*** GIVEN RECORDS Section Begins ***

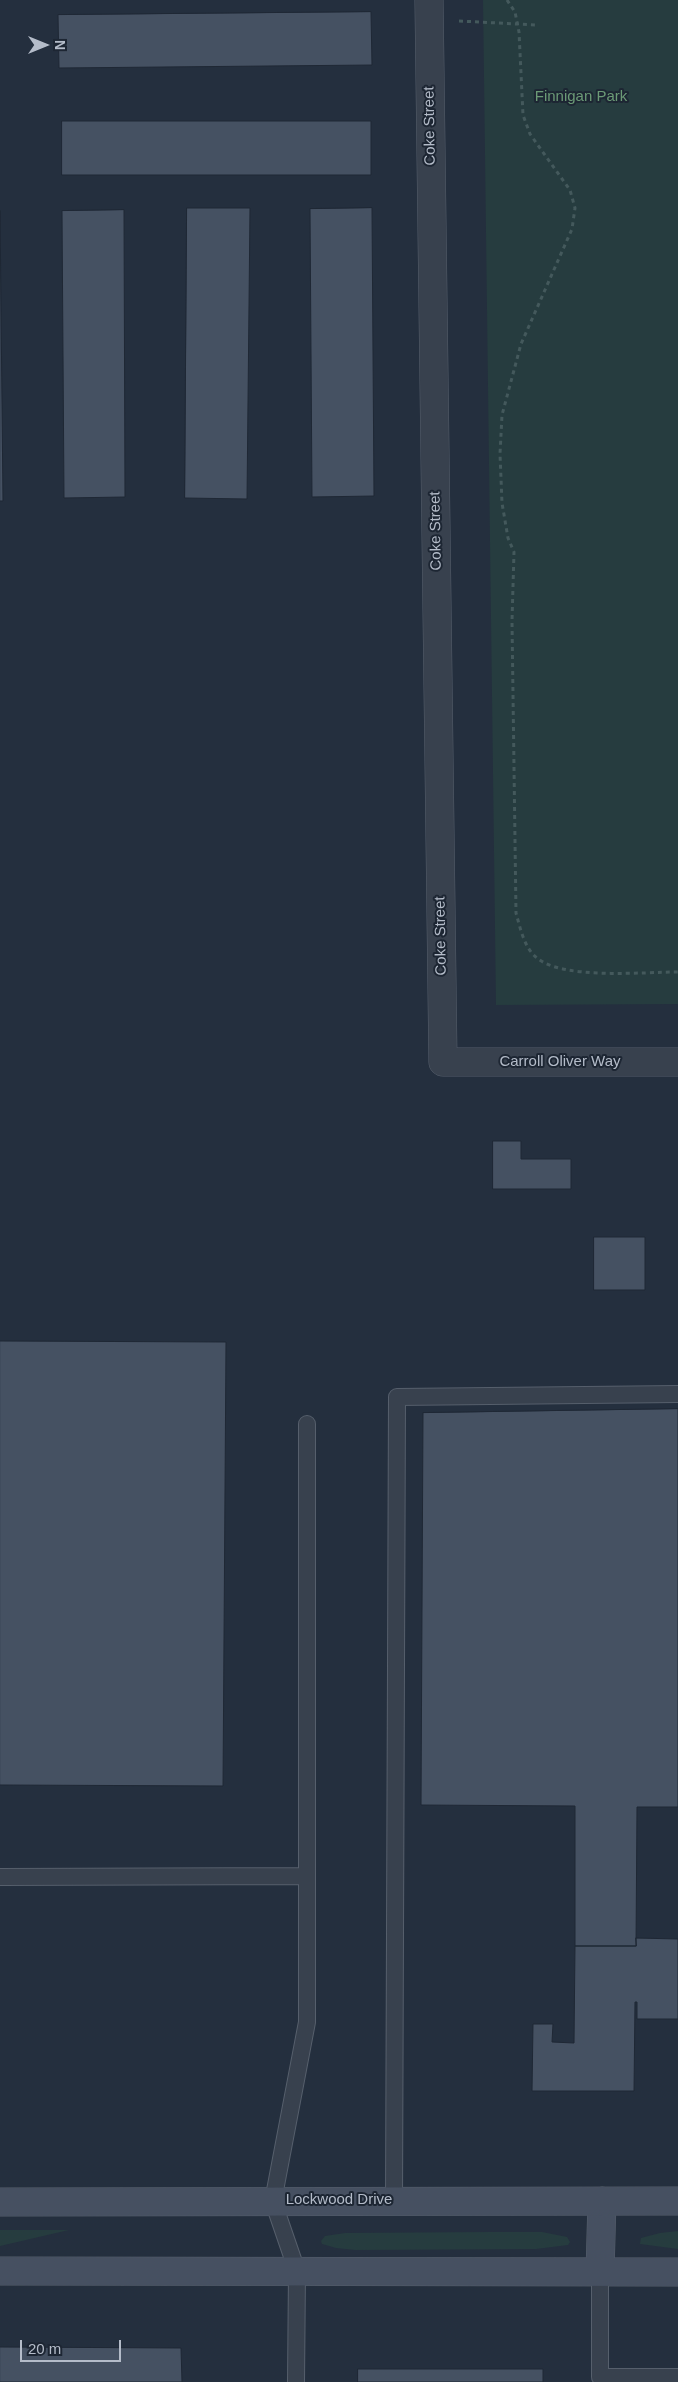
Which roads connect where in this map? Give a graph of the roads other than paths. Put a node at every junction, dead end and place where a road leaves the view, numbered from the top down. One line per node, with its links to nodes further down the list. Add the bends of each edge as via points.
1 (429, 10): 2 (street, Coke Street)
2 (443, 1062): 3 (street, Carroll Oliver Way)
3 (678, 1062)
4 (678, 1394): 8 (lane, via 397,1397)
5 (307, 1424): 6 (lane)
6 (307, 1876): 7 (lane); 9 (lane, via 307,2022)
7 (0, 1877)
8 (394, 2200): 9 (main road, Lockwood Drive); 10 (main road, Lockwood Drive)
9 (273, 2201): 12 (main road, Lockwood Drive); 14 (lane)
10 (602, 2201): 11 (main road, Lockwood Drive); 15 (main road)
11 (678, 2201)
12 (0, 2202)
13 (0, 2271): 14 (main road)
14 (297, 2271): 15 (main road); 18 (lane)
15 (600, 2272): 16 (main road); 17 (lane, via 600,2377)
16 (678, 2272)
17 (678, 2377)
18 (296, 2382)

*** GIVEN RECORDS Section Ends ***

● **WORK INSTRUCTIONS**: Restate each entry word for word, please, but drop any images it holds.

● **TASK SOLUTION**:
Which roads connect where in this map? Give a graph of the roads other than paths. Put a node at every junction, dead end and place where a road leaves the view, numbered from the top down. One line per node, with its links to nodes further down the list. Add the bends of each edge as via points.
1 (429, 10): 2 (street, Coke Street)
2 (443, 1062): 3 (street, Carroll Oliver Way)
3 (678, 1062)
4 (678, 1394): 8 (lane, via 397,1397)
5 (307, 1424): 6 (lane)
6 (307, 1876): 7 (lane); 9 (lane, via 307,2022)
7 (0, 1877)
8 (394, 2200): 9 (main road, Lockwood Drive); 10 (main road, Lockwood Drive)
9 (273, 2201): 12 (main road, Lockwood Drive); 14 (lane)
10 (602, 2201): 11 (main road, Lockwood Drive); 15 (main road)
11 (678, 2201)
12 (0, 2202)
13 (0, 2271): 14 (main road)
14 (297, 2271): 15 (main road); 18 (lane)
15 (600, 2272): 16 (main road); 17 (lane, via 600,2377)
16 (678, 2272)
17 (678, 2377)
18 (296, 2382)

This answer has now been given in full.